What is needed here is a verbatim copy of the records that follow.
-- Opening Marker --
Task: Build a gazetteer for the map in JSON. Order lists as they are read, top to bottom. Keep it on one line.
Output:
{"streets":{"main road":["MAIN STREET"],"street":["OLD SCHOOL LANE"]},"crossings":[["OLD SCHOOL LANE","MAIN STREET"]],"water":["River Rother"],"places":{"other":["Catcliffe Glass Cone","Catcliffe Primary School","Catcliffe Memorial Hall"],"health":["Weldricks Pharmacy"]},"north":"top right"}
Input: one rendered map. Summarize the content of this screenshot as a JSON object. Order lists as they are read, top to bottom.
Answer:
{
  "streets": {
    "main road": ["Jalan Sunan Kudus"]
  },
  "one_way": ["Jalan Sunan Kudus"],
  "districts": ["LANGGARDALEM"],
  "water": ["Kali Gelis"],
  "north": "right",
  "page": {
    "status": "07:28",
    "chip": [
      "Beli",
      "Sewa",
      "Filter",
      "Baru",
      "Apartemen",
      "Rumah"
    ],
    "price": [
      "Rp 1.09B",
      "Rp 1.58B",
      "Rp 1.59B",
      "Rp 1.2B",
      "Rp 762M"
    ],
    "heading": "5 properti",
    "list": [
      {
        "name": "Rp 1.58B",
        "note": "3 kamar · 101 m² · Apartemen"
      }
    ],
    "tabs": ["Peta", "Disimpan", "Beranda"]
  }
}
-- Closing Marker --
Expected answer:
Task: Build a gazetteer for the map in JSON. Order lists as they are read, top to bottom. Keep it on one line.
Output:
{"streets":{"main road":["MAIN STREET"],"street":["OLD SCHOOL LANE"]},"crossings":[["OLD SCHOOL LANE","MAIN STREET"]],"water":["River Rother"],"places":{"other":["Catcliffe Glass Cone","Catcliffe Primary School","Catcliffe Memorial Hall"],"health":["Weldricks Pharmacy"]},"north":"top right"}
Input: one rendered map. Summarize the content of this screenshot as a JSON object. Order lists as they are read, top to bottom.
Answer:
{
  "streets": {
    "main road": ["Jalan Sunan Kudus"]
  },
  "one_way": ["Jalan Sunan Kudus"],
  "districts": ["LANGGARDALEM"],
  "water": ["Kali Gelis"],
  "north": "right",
  "page": {
    "status": "07:28",
    "chip": [
      "Beli",
      "Sewa",
      "Filter",
      "Baru",
      "Apartemen",
      "Rumah"
    ],
    "price": [
      "Rp 1.09B",
      "Rp 1.58B",
      "Rp 1.59B",
      "Rp 1.2B",
      "Rp 762M"
    ],
    "heading": "5 properti",
    "list": [
      {
        "name": "Rp 1.58B",
        "note": "3 kamar · 101 m² · Apartemen"
      }
    ],
    "tabs": ["Peta", "Disimpan", "Beranda"]
  }
}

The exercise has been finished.